»»

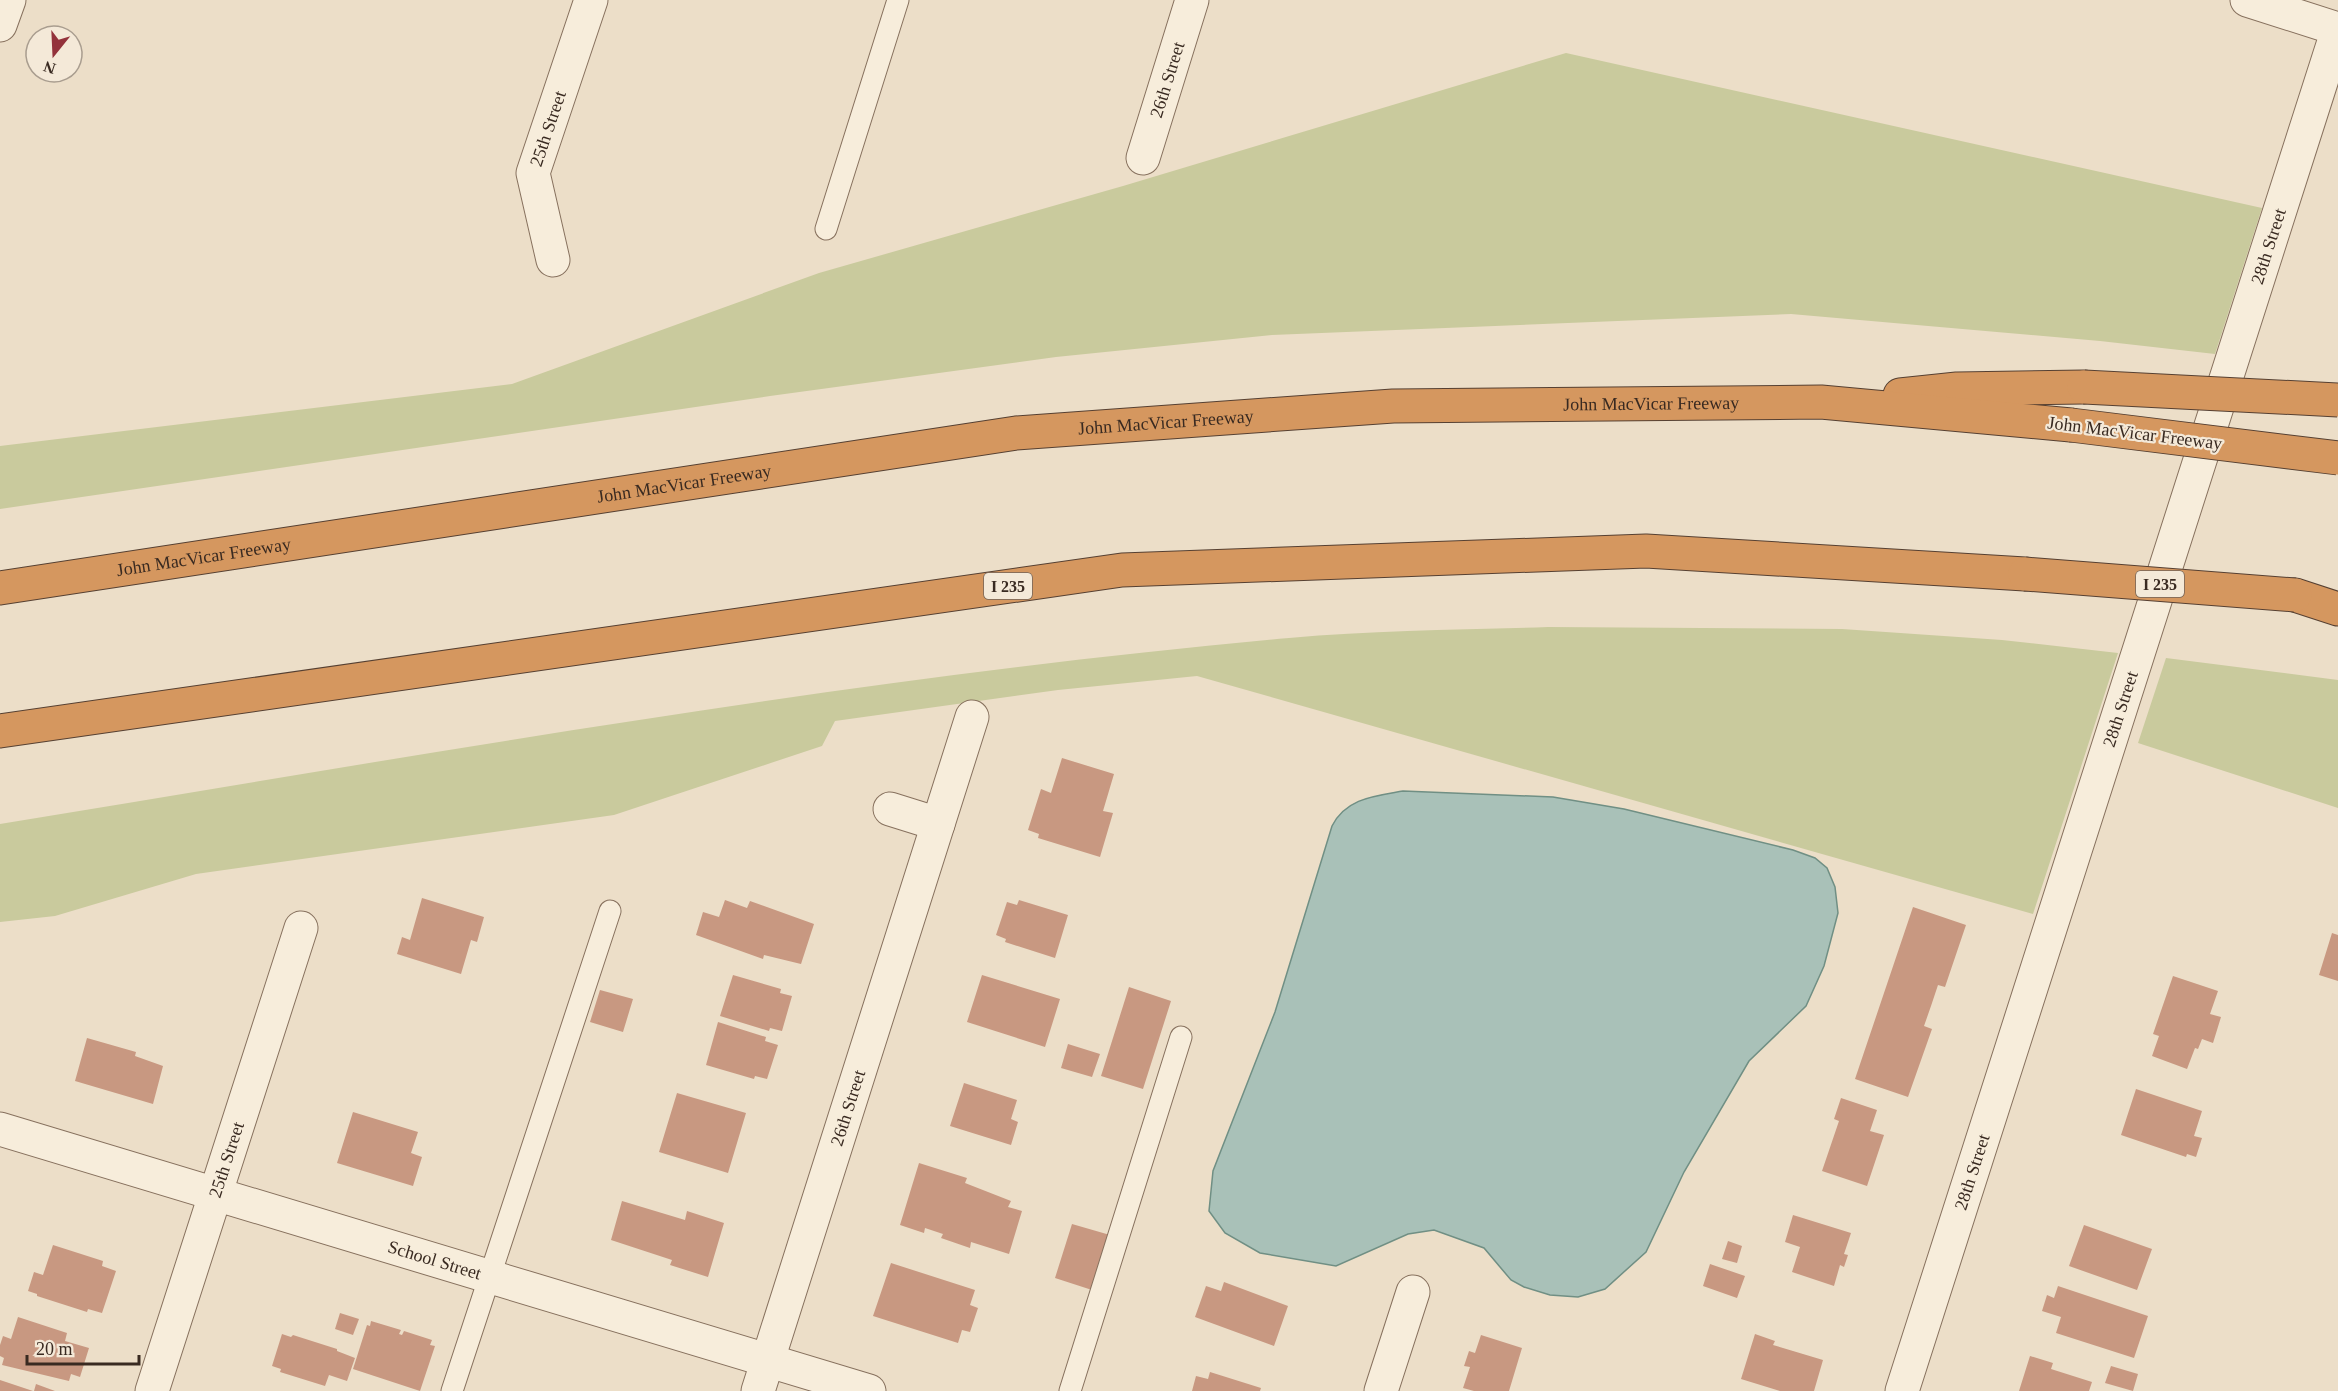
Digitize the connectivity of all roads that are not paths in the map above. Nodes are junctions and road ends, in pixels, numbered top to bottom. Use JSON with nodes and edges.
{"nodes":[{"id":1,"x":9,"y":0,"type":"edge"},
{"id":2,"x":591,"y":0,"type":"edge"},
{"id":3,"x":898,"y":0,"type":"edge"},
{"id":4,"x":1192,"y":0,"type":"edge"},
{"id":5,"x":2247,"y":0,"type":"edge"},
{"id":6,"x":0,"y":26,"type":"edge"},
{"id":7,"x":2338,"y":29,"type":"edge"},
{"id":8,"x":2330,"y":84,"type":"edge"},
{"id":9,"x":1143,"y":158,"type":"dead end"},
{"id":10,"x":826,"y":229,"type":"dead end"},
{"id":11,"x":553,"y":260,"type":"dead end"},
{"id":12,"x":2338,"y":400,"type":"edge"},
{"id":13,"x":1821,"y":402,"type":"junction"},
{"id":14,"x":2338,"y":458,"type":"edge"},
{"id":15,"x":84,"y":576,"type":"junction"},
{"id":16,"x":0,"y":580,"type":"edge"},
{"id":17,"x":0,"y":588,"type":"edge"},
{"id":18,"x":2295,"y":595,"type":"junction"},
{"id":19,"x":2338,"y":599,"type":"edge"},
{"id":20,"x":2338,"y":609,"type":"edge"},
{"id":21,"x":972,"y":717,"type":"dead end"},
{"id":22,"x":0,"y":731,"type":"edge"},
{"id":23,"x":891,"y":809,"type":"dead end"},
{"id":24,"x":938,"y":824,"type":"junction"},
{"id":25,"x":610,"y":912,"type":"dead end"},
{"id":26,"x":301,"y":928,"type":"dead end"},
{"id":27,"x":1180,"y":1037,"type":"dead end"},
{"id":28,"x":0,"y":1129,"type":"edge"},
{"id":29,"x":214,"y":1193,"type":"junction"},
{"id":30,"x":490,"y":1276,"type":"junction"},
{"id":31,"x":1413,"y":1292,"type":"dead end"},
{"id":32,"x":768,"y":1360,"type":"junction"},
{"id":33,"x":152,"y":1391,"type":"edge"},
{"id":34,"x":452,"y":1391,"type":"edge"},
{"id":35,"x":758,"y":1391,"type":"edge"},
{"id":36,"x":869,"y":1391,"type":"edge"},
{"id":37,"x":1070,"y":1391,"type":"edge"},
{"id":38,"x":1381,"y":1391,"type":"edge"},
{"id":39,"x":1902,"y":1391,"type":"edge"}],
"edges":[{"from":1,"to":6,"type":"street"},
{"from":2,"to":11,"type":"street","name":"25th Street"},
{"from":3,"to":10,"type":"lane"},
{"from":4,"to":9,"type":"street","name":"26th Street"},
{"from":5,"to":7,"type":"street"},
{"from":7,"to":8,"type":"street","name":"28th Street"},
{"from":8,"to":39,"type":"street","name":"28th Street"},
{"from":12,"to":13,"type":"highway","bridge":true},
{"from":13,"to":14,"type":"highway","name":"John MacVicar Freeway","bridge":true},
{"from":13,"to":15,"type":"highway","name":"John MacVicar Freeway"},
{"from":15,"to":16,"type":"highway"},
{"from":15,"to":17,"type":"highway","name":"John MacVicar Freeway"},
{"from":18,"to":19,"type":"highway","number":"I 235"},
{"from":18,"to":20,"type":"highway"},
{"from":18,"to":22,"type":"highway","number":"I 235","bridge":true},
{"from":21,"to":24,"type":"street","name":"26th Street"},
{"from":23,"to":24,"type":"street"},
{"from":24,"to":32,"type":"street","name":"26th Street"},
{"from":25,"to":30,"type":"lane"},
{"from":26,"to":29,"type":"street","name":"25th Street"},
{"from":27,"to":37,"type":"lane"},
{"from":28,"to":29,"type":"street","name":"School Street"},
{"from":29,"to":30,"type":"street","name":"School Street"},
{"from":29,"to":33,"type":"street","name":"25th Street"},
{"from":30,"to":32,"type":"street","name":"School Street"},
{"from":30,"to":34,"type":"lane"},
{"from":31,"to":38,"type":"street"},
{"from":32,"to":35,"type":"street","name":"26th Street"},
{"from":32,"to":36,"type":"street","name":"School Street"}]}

««

**Required work:**
An exact reproduction of the material above is needed, without its pictures.

**Response area:**
Digitize the connectivity of all roads that are not paths in the map above. Nodes are junctions and road ends, in pixels, numbered top to bottom. Use JSON with nodes and edges.
{"nodes":[{"id":1,"x":9,"y":0,"type":"edge"},
{"id":2,"x":591,"y":0,"type":"edge"},
{"id":3,"x":898,"y":0,"type":"edge"},
{"id":4,"x":1192,"y":0,"type":"edge"},
{"id":5,"x":2247,"y":0,"type":"edge"},
{"id":6,"x":0,"y":26,"type":"edge"},
{"id":7,"x":2338,"y":29,"type":"edge"},
{"id":8,"x":2330,"y":84,"type":"edge"},
{"id":9,"x":1143,"y":158,"type":"dead end"},
{"id":10,"x":826,"y":229,"type":"dead end"},
{"id":11,"x":553,"y":260,"type":"dead end"},
{"id":12,"x":2338,"y":400,"type":"edge"},
{"id":13,"x":1821,"y":402,"type":"junction"},
{"id":14,"x":2338,"y":458,"type":"edge"},
{"id":15,"x":84,"y":576,"type":"junction"},
{"id":16,"x":0,"y":580,"type":"edge"},
{"id":17,"x":0,"y":588,"type":"edge"},
{"id":18,"x":2295,"y":595,"type":"junction"},
{"id":19,"x":2338,"y":599,"type":"edge"},
{"id":20,"x":2338,"y":609,"type":"edge"},
{"id":21,"x":972,"y":717,"type":"dead end"},
{"id":22,"x":0,"y":731,"type":"edge"},
{"id":23,"x":891,"y":809,"type":"dead end"},
{"id":24,"x":938,"y":824,"type":"junction"},
{"id":25,"x":610,"y":912,"type":"dead end"},
{"id":26,"x":301,"y":928,"type":"dead end"},
{"id":27,"x":1180,"y":1037,"type":"dead end"},
{"id":28,"x":0,"y":1129,"type":"edge"},
{"id":29,"x":214,"y":1193,"type":"junction"},
{"id":30,"x":490,"y":1276,"type":"junction"},
{"id":31,"x":1413,"y":1292,"type":"dead end"},
{"id":32,"x":768,"y":1360,"type":"junction"},
{"id":33,"x":152,"y":1391,"type":"edge"},
{"id":34,"x":452,"y":1391,"type":"edge"},
{"id":35,"x":758,"y":1391,"type":"edge"},
{"id":36,"x":869,"y":1391,"type":"edge"},
{"id":37,"x":1070,"y":1391,"type":"edge"},
{"id":38,"x":1381,"y":1391,"type":"edge"},
{"id":39,"x":1902,"y":1391,"type":"edge"}],
"edges":[{"from":1,"to":6,"type":"street"},
{"from":2,"to":11,"type":"street","name":"25th Street"},
{"from":3,"to":10,"type":"lane"},
{"from":4,"to":9,"type":"street","name":"26th Street"},
{"from":5,"to":7,"type":"street"},
{"from":7,"to":8,"type":"street","name":"28th Street"},
{"from":8,"to":39,"type":"street","name":"28th Street"},
{"from":12,"to":13,"type":"highway","bridge":true},
{"from":13,"to":14,"type":"highway","name":"John MacVicar Freeway","bridge":true},
{"from":13,"to":15,"type":"highway","name":"John MacVicar Freeway"},
{"from":15,"to":16,"type":"highway"},
{"from":15,"to":17,"type":"highway","name":"John MacVicar Freeway"},
{"from":18,"to":19,"type":"highway","number":"I 235"},
{"from":18,"to":20,"type":"highway"},
{"from":18,"to":22,"type":"highway","number":"I 235","bridge":true},
{"from":21,"to":24,"type":"street","name":"26th Street"},
{"from":23,"to":24,"type":"street"},
{"from":24,"to":32,"type":"street","name":"26th Street"},
{"from":25,"to":30,"type":"lane"},
{"from":26,"to":29,"type":"street","name":"25th Street"},
{"from":27,"to":37,"type":"lane"},
{"from":28,"to":29,"type":"street","name":"School Street"},
{"from":29,"to":30,"type":"street","name":"School Street"},
{"from":29,"to":33,"type":"street","name":"25th Street"},
{"from":30,"to":32,"type":"street","name":"School Street"},
{"from":30,"to":34,"type":"lane"},
{"from":31,"to":38,"type":"street"},
{"from":32,"to":35,"type":"street","name":"26th Street"},
{"from":32,"to":36,"type":"street","name":"School Street"}]}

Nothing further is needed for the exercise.